Bug 343

Summary: USB issues on Windows with e.g. fx2lafw, causes frontend hangs
Product: libsigrok Reporter: Uwe Hermann <uwe>
Component: Common: USB handling codeAssignee: Nobody <nobody>
Status: RESOLVED FIXED    
Severity: blocker CC: boris.gjenero, cimba, martin-sigrokbugs, vlad-mbx
Priority: Highest    
Version: unreleased development snapshot   
Target Milestone: ---   
Hardware: All   
OS: Windows   
Attachments: libusb-fx2lafw-win-capture-log
Acquire event waiters lock while calling libusb_wait_for_event().
libusb-fx2lafw-win-capture-log-2
Revise interaction between main and USB waiting threads.
Revise interaction between main and USB waiting threads

Description Uwe Hermann 2014-04-14 18:50:50 CEST
There seem to be issues on Windows when using (e.g.) fx2lafw based logic analyzers (Saleae Logic, others). When running PulseView for example, multiple runs will enventually lead to a hang of the software and apparently it will use up all memory and/or CPU and cause the system to hang, you cannot close the application by clicking the "Close" window icon etc.

It is not yet clear whether this is a libsigrok, USB backend/thread code in libsigrok, libusb, libusb support (or lack thereof or bugs related to it) for FX2 renumeration, fx2lafw firmware, or frontend issue.

It is also not yet clear whether this happens with sigrok-cli as well, or whether other devices than fx2lafw-based ones are affected.

The issue has been observed on Windows XP and Windows 7, several boxes.

More info and traces will be added as they become available.
Comment 1 Boris Gjenero 2014-11-28 05:43:30 CET
There is an Event handle leak somewhere which may be related to this.
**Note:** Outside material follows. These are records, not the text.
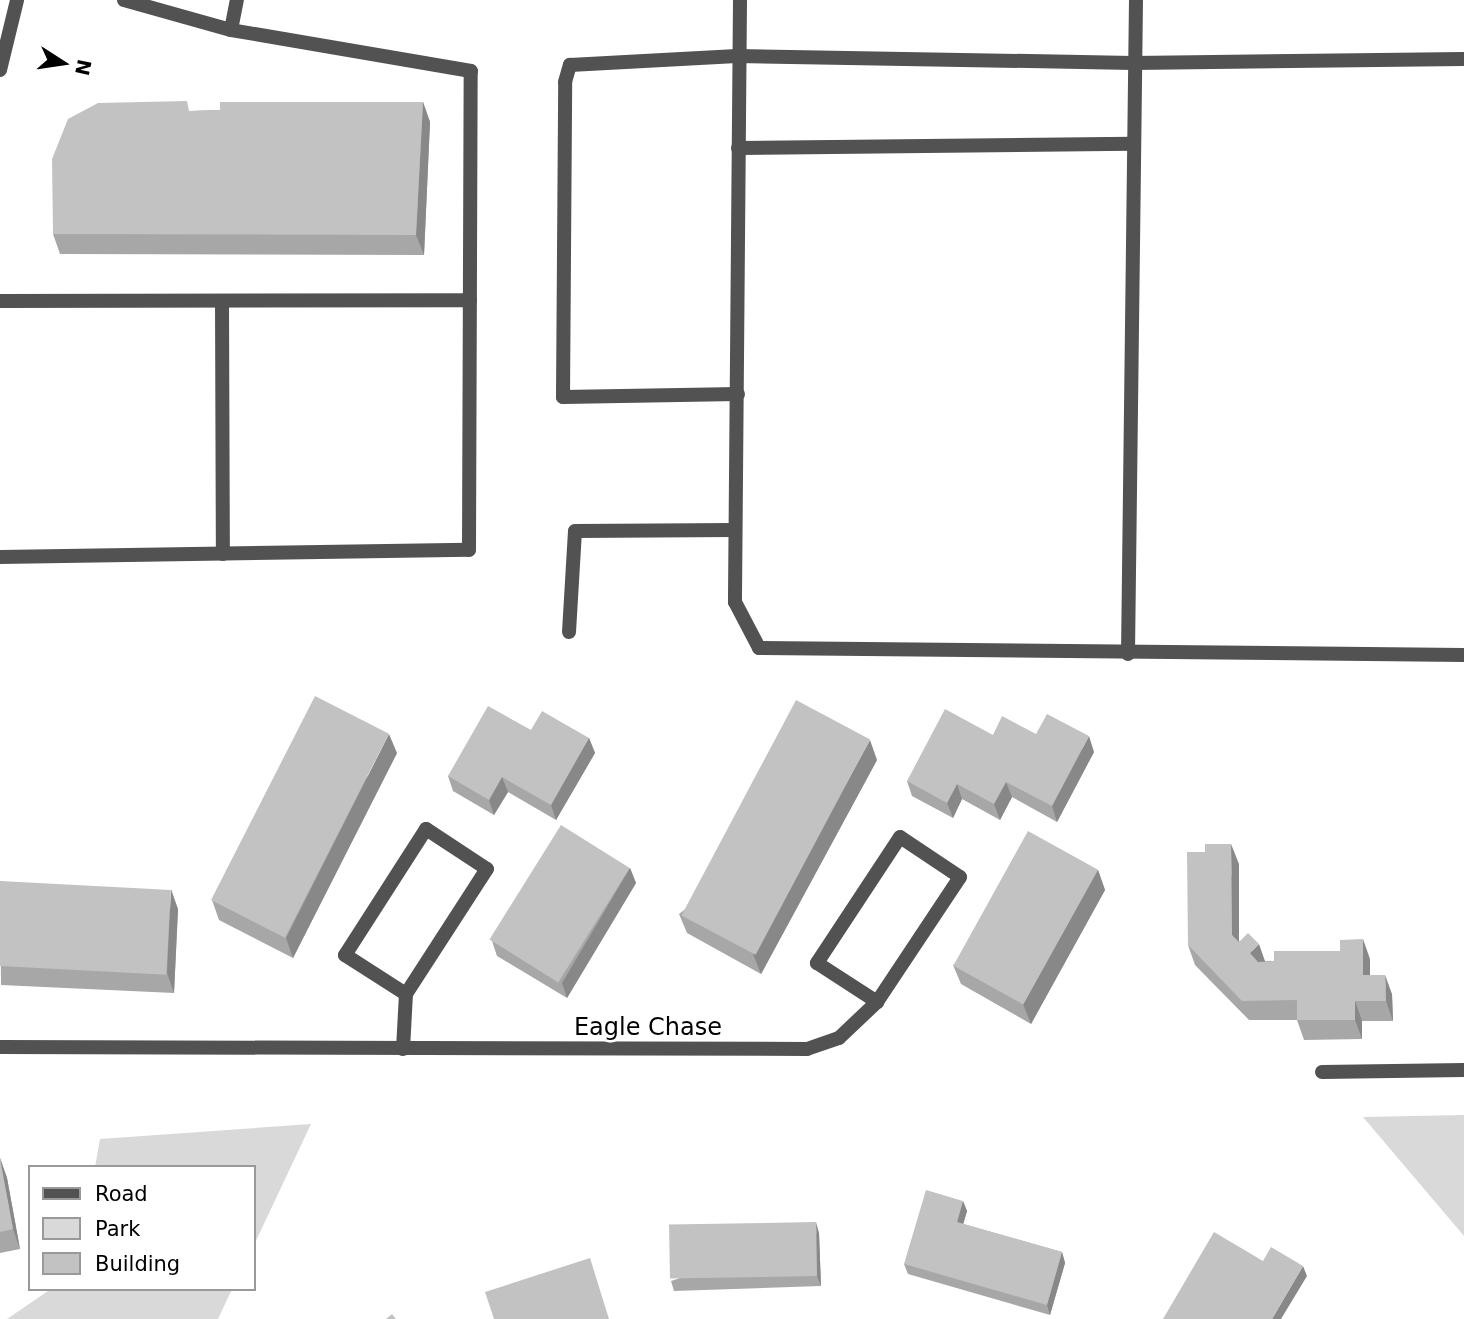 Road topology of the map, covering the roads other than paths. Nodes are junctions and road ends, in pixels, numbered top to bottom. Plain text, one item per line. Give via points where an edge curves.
1 (17, 0) edge
2 (124, 0) edge
3 (237, 0) edge
4 (740, 0) edge
5 (1136, 0) edge
6 (231, 30) junction
7 (737, 56) junction
8 (1464, 59) edge
9 (1133, 63) junction
10 (0, 70) edge
11 (1132, 144) junction
12 (738, 148) junction
13 (470, 300) junction
14 (222, 301) junction
15 (0, 302) edge
16 (738, 394) junction
17 (735, 530) junction
18 (223, 554) junction
19 (0, 557) edge
20 (569, 632) dead end
21 (1128, 654) junction
22 (1464, 656) edge
23 (406, 994) junction
24 (877, 1002) junction
25 (0, 1047) edge
26 (404, 1049) junction
27 (1464, 1070) edge
28 (1322, 1072) dead end

1 - 10 street
2 - 6 street
3 - 6 street
4 - 7 street
5 - 9 street
6 - 13 street via 471,71
7 - 9 street
7 - 12 street
7 - 16 street via 570,65 565,82 563,397
8 - 9 street
9 - 11 street
11 - 12 street
11 - 21 street
12 - 16 street
13 - 14 street
13 - 18 street via 469,550
14 - 15 street
14 - 18 street
16 - 17 street
17 - 20 street via 575,531
17 - 21 street via 734,602 759,648
18 - 19 street
21 - 22 street
23 - 23 street via 487,869 426,830 345,955
23 - 26 street
24 - 24 street, Eagle Chase via 960,877 900,837 817,963
24 - 26 street, Eagle Chase via 839,1038 807,1049
25 - 26 street, Eagle Chase
27 - 28 street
You can see the handle count in Task Manager if you add the Handles column via View -> Select Columns. Sysinternals Process Explorer can also show Handles but it behaves badly when a process has many handles, and it won't show unnamed handles. Sysinternals Handle http://technet.microsoft.com/en-ca/sysinternals/bb896655.aspx can show the type of handle via "handle -a -p pulseview.exe".
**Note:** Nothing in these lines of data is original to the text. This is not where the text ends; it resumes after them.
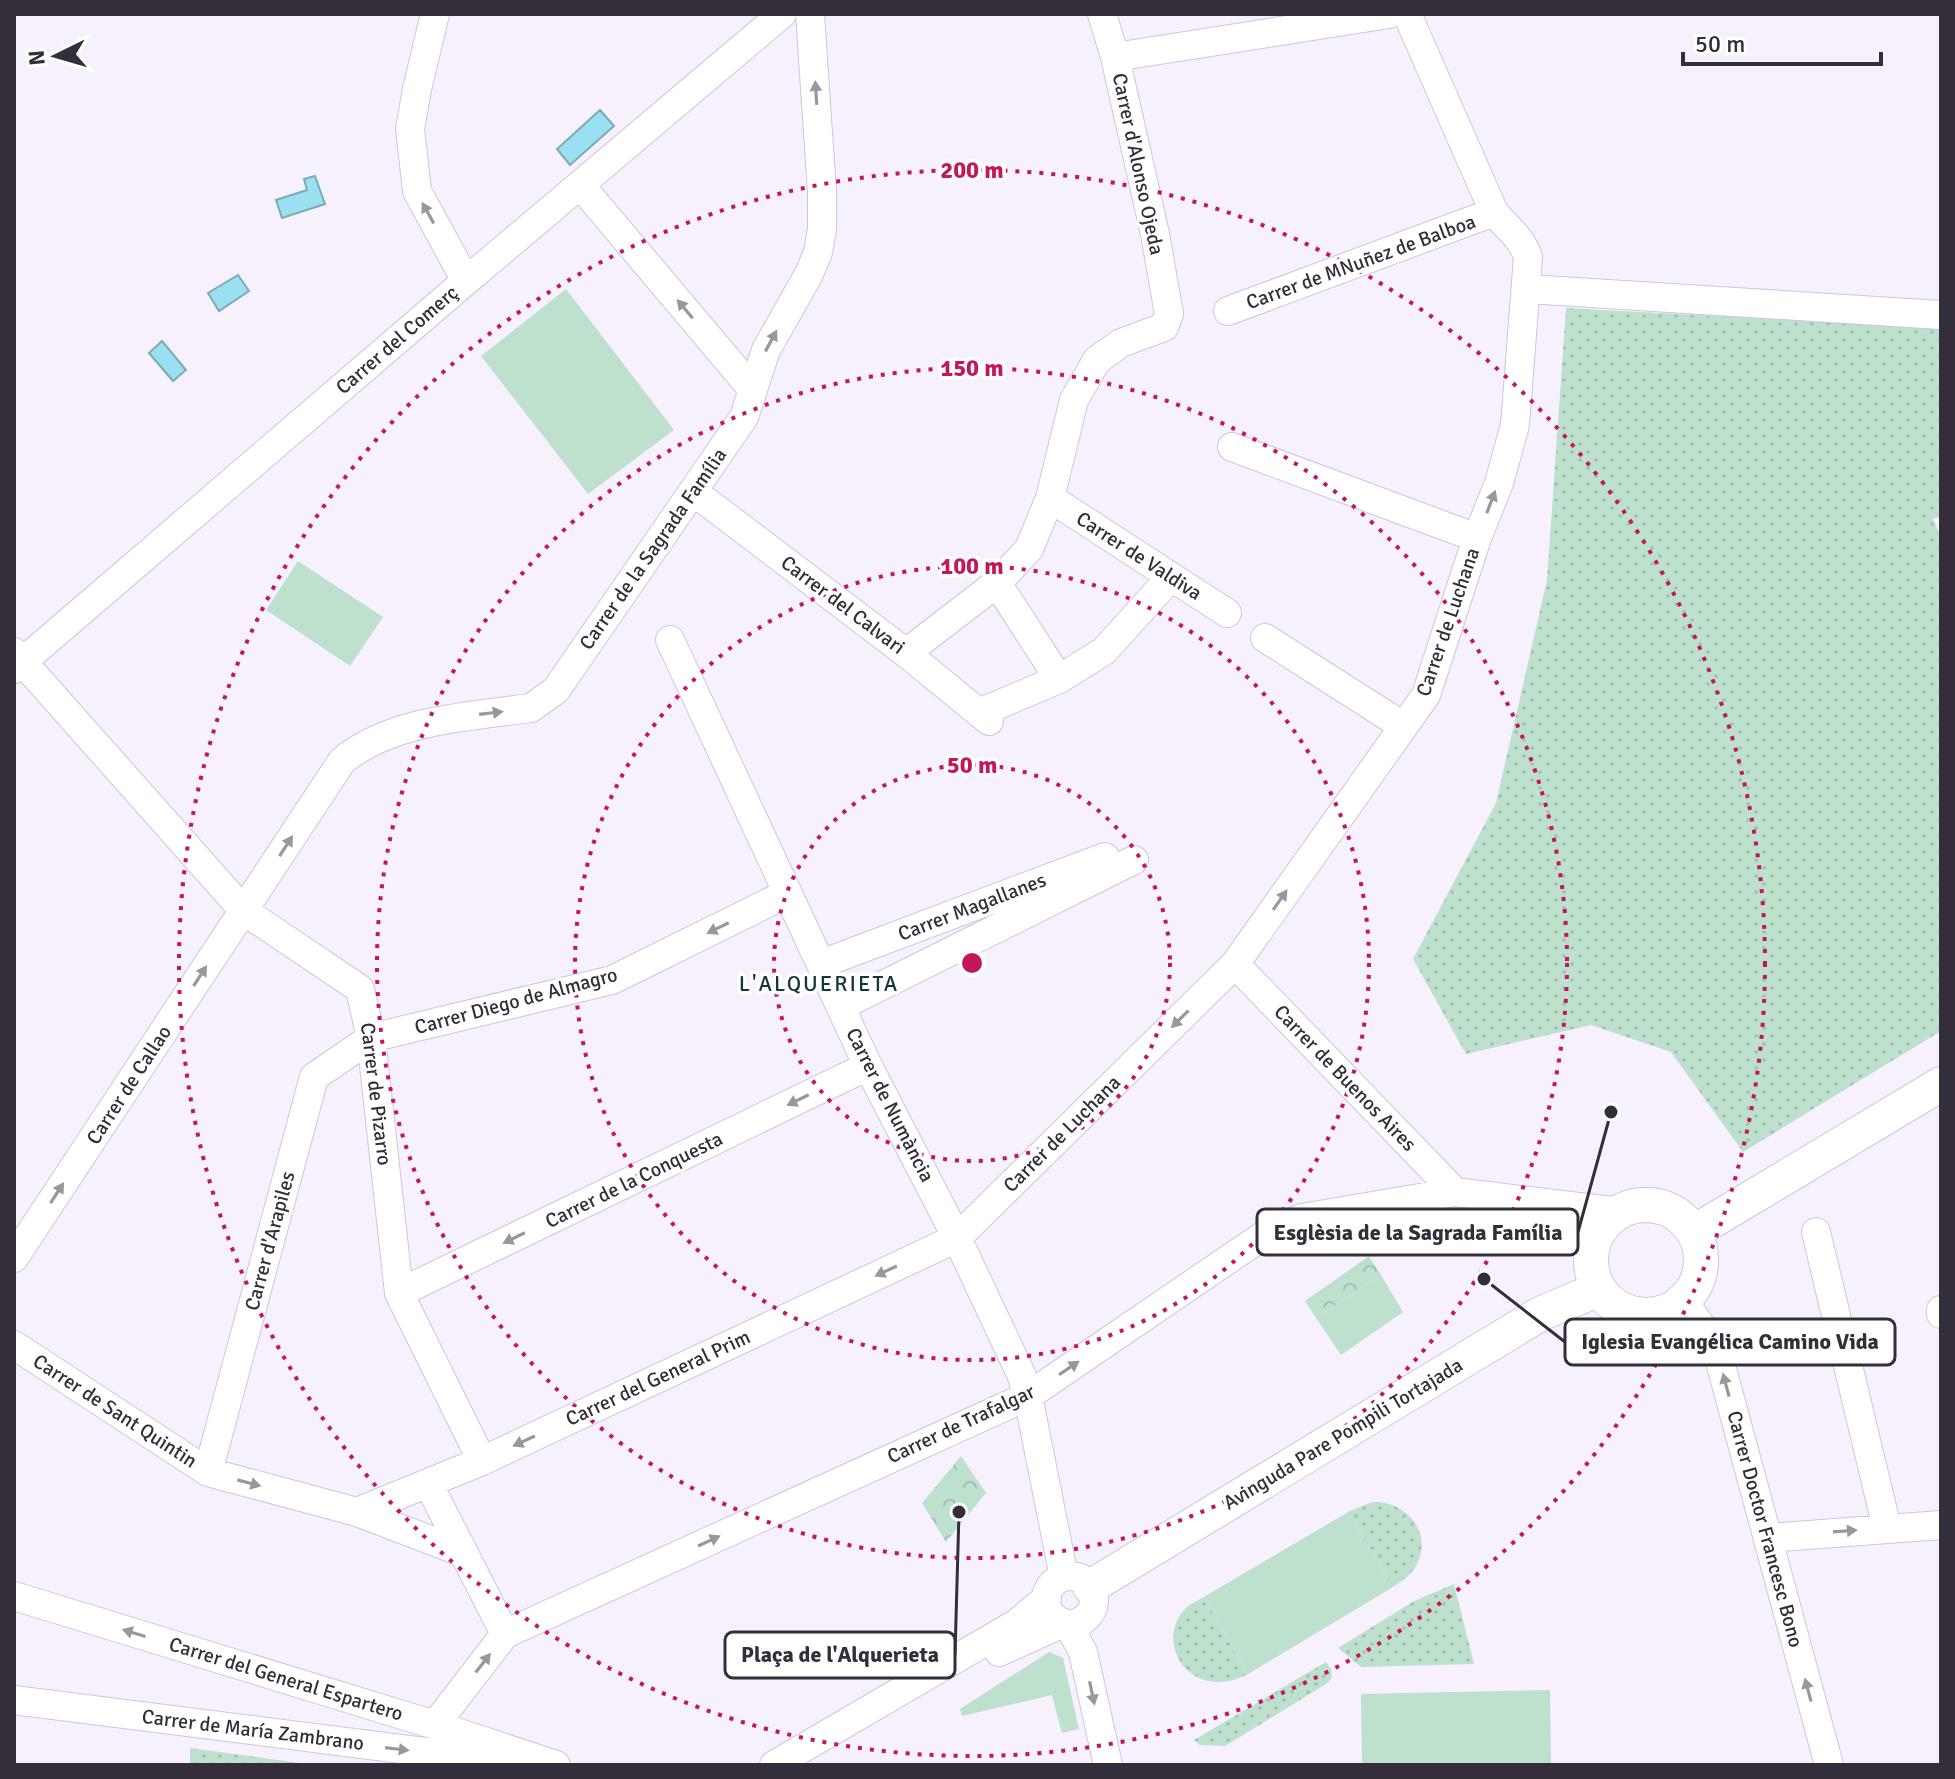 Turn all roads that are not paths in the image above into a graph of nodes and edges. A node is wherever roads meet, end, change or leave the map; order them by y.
1 (435, 14) edge
2 (782, 14) edge
3 (810, 14) edge
4 (1102, 14) edge
5 (1389, 14) edge
6 (1407, 14) edge
7 (1115, 57) junction
8 (581, 186) junction
9 (1494, 212) junction
10 (466, 281) junction
11 (1528, 289) junction
12 (1228, 311) dead end
13 (1941, 315) edge
14 (753, 390) junction
15 (1232, 447) dead end
16 (694, 492) junction
17 (1050, 498) junction
18 (1477, 538) junction
19 (1171, 577) junction
20 (997, 583) junction
21 (1227, 613) dead end
22 (1265, 638) dead end
23 (670, 640) dead end
24 (906, 653) junction
25 (17, 661) edge
26 (1059, 679) junction
27 (1403, 726) junction
28 (788, 893) junction
29 (244, 911) junction
30 (821, 964) junction
31 (1235, 964) junction
32 (841, 1006) junction
33 (371, 1038) junction
34 (868, 1066) junction
35 (1941, 1084) edge
36 (1455, 1192) junction
37 (1609, 1223) junction
38 (1694, 1232) junction
39 (1816, 1232) dead end
40 (957, 1238) junction
41 (14, 1258) edge
42 (1599, 1289) junction
43 (399, 1293) junction
44 (1684, 1301) junction
45 (14, 1345) edge
46 (1028, 1396) junction
47 (482, 1461) junction
48 (208, 1472) junction
49 (428, 1483) junction
50 (357, 1512) junction
51 (1941, 1525) edge
52 (1887, 1528) junction
53 (1768, 1538) junction
54 (464, 1553) junction
55 (1067, 1587) junction
56 (14, 1596) edge
57 (1066, 1623) junction
58 (505, 1634) junction
59 (14, 1700) edge
60 (435, 1725) junction
61 (492, 1765) edge
62 (556, 1765) edge
63 (774, 1765) edge
64 (815, 1765) edge
65 (1108, 1765) edge
66 (1829, 1765) edge

10 -> 1 street
2 - 8 street, Carrer del Comerç
14 -> 3 street, Carrer de la Sagrada Família
4 - 7 street, Carrer d'Alonso Ojeda
5 - 7 street
6 - 9 street, Carrer de Luchana
7 - 17 street, Carrer d'Alonso Ojeda
8 - 10 street, Carrer del Comerç
14 -> 8 street
9 - 11 street, Carrer de Luchana
9 - 12 street, Carrer de MNuñez de Balboa
10 - 25 street, Carrer del Comerç
11 - 13 street
18 -> 11 street, Carrer de Luchana
14 - 16 street, Carrer de la Sagrada Família
15 - 18 street
16 - 24 street, Carrer del Calvari
29 -> 16 street, Carrer de la Sagrada Família
17 - 19 street, Carrer de Valdiva
17 - 20 street
18 - 27 street, Carrer de Luchana
19 - 21 street, Carrer de Valdiva
19 - 26 street
20 - 24 street
20 - 26 street
22 - 27 street
23 - 28 street, Carrer de Numància
24 - 26 street, Carrer del Calvari
25 - 29 street, Carrer de Pizarro
31 -> 27 street, Carrer de Luchana
28 - 30 street, Carrer de Numància
28 -> 33 street, Carrer Diego de Almagro
29 - 33 street, Carrer de Pizarro
41 -> 29 street, Carrer de Callao
30 - 32 street, Carrer de Numància
30 - 32 street, Carrer Magallanes
31 - 36 street, Carrer de Buenos Aires
31 -> 40 street, Carrer de Luchana
32 - 34 street, Carrer de Numància
33 - 43 street, Carrer de Pizarro
33 - 48 street, Carrer d'Arapiles
34 - 40 street, Carrer de Numància
34 -> 43 street, Carrer de la Conquesta
35 - 38 street
36 - 37 street, Carrer de Trafalgar
46 -> 36 street, Carrer de Trafalgar
37 - 38 street
37 - 42 street
38 - 44 street
39 - 52 street
40 - 46 street, Carrer de Numància
40 -> 47 street, Carrer del General Prim
42 - 44 street
42 - 55 street, Avinguda Pare Pompili Tortajada
43 - 47 street, Carrer de Pizarro
53 -> 44 street, Carrer Doctor Francesc Bono
45 - 48 street, Carrer de Sant Quintin
46 - 55 street, Carrer de Numància
58 -> 46 street, Carrer de Trafalgar
47 - 49 street, Carrer del General Prim
48 -> 50 street, Carrer de Sant Quintin
49 - 50 street, Carrer del General Prim
49 - 54 street
50 - 54 street, Carrer de Sant Quintin
51 - 52 street
53 -> 52 street
66 -> 53 street, Carrer Doctor Francesc Bono
54 - 58 street
55 - 57 street
55 - 57 street
55 - 63 street, Avinguda Pare Pompili Tortajada
60 -> 56 street, Carrer del General Espartero
57 - 64 street
57 -> 65 street
60 -> 58 street, Carrer de Trafalgar
59 -> 61 street, Carrer de María Zambrano
60 - 62 street, Carrer del General Espartero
When I first start up PulseView and select CWAV USBee AX, the number of handles is 287. If I run once, for the default 1 M samples at 20 kHz, I end up with 37369 handles. If I repeat this, I get 59309 handles.
Comment 2 Marc 2015-02-20 22:35:36 CET
Is there any progress? This bug renders the windows-version unusable.
Comment 3 Martin Ling 2015-02-25 11:18:21 CET
I've just seen the info here about the event handle leak.

I had a look at the code to see how this might be happening, but at first glance I can't see an obvious reason.
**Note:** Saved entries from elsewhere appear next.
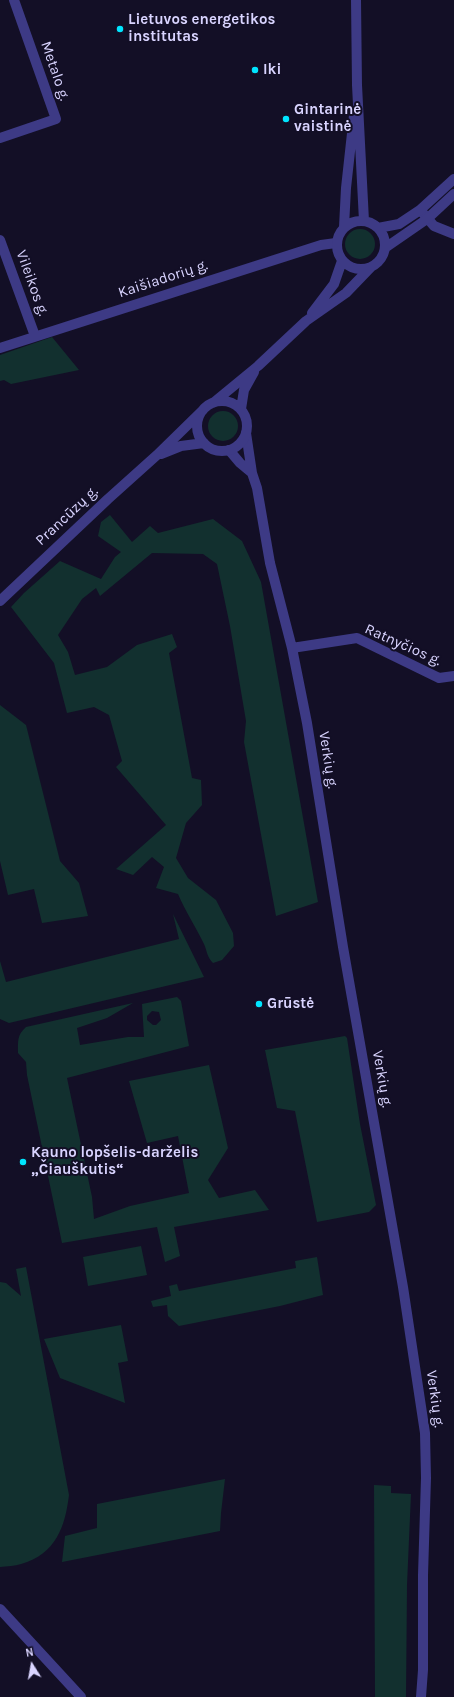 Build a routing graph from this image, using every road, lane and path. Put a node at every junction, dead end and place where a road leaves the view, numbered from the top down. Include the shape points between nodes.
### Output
1 (14, 0) edge
2 (356, 0) edge
3 (357, 85) junction
4 (0, 138) edge
5 (454, 179) edge
6 (454, 194) edge
7 (420, 210) junction
8 (427, 219) junction
9 (364, 221) junction
10 (344, 227) junction
11 (378, 228) junction
12 (454, 234) edge
13 (0, 240) edge
14 (336, 243) junction
15 (385, 248) junction
16 (342, 261) junction
17 (371, 267) junction
18 (306, 321) junction
19 (35, 336) junction
20 (0, 348) edge
21 (258, 366) junction
22 (213, 403) junction
23 (241, 409) junction
24 (203, 410) junction
25 (246, 433) junction
26 (204, 443) junction
27 (229, 450) junction
28 (157, 455) junction
29 (252, 473) junction
30 (0, 601) edge
31 (292, 648) junction
32 (454, 676) edge
33 (0, 1609) edge
34 (81, 1697) edge
35 (421, 1697) edge

1 - 4 street, Metalo g. via 56,119
2 - 3 street
3 - 9 street
3 - 10 street
5 - 7 street
6 - 8 street
7 - 8 street
7 - 11 street via 399,224
8 - 12 street via 434,226
8 - 15 street
9 - 10 street via 357,221
9 - 11 street
10 - 14 street
11 - 15 street via 385,241
13 - 19 street, Vileikos g.
14 - 16 street
14 - 19 street, Kaišiadorių g. via 321,245
15 - 17 street via 378,262
16 - 17 street via 356,268
16 - 18 street via 334,284
17 - 18 street via 346,293
18 - 21 street
19 - 20 street, Kaišiadorių g.
21 - 22 street
21 - 23 street via 244,390
22 - 23 street via 231,402
22 - 24 street
23 - 25 street via 247,420
24 - 26 street via 197,423
24 - 28 street, Prancūzų g.
25 - 27 street via 240,444
25 - 29 street, Verkių g.
26 - 27 street via 216,450
26 - 28 street, Prancūzų g. via 181,446
27 - 29 street
28 - 30 street, Prancūzų g. via 102,503
29 - 31 street, Verkių g. via 270,563
31 - 32 street, Ratnyčios g. via 358,638 439,678
31 - 35 street, Verkių g. via 403,1287 425,1433
33 - 34 street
We only call CreateEvent in usb_source_add() in src/usb.c, which is called by dev_acquisition_start() in src/hardware/fx2lafw/api.c.

The corresponding CloseHandle() call is in usb_source_remove(), which is called by finish_acquisition() in src/hardware/fx2lafw/protocol.c.

We can't be calling dev_acquisition_start() that many times, can we? It should be called only once to start the capture.
Comment 4 Vlad Ivanov 2015-02-27 19:03:16 CET
>It is also not yet clear whether this happens with sigrok-cli 
>as well, or whether other devices than fx2lafw-based ones are 
>affected.

I was able to reproduce this bug with sigrok-cli as well (device: lcsoft mini board).
Comment 5 Uwe Hermann 2015-02-27 20:26:37 CET
OK, that's good. That means we can leave Boost and C++11 threads (as used in PulseView) out of the picture.

What remains is MinGW-w64 (gcc) via MXE (which uses "posix" threads via MinGW-w64's "winpthreads" lib) and glib and libusb.
Comment 6 Vlad Ivanov 2015-03-07 14:26:45 CET
Created attachment 122 [details]
libusb-fx2lafw-win-capture-log

I have tried compiling libsigrok fx2lafw driver with libusb_set_debug() call. This log file was produced by capturing 100 samples at 20 kHz rate. I'm not familiar with libusb enough — is this normal that libusb appears to create a file descriptor for every transfer? Are these transfers supposed to be cancelled?
Comment 7 Vlad Ivanov 2015-03-14 12:52:01 CET
Looks like the handle leak is produced due to use of libusb_wait_for_event from a separate thread.

The following call sequence fails:

libsigrok:
	usb.c:187: libusb_wait_for_event(ctx->libusb_ctx, NULL)

libusb:
	io.c: libusb_wait_for_event
	threads_windows.c:160: usbi_mutex_unlock(mutex)
	threads_windows.c:67: ReleaseMutex(*mutex) 
		returns non-zero value, and GetLastError is ERROR_NOT_OWNER (0x120)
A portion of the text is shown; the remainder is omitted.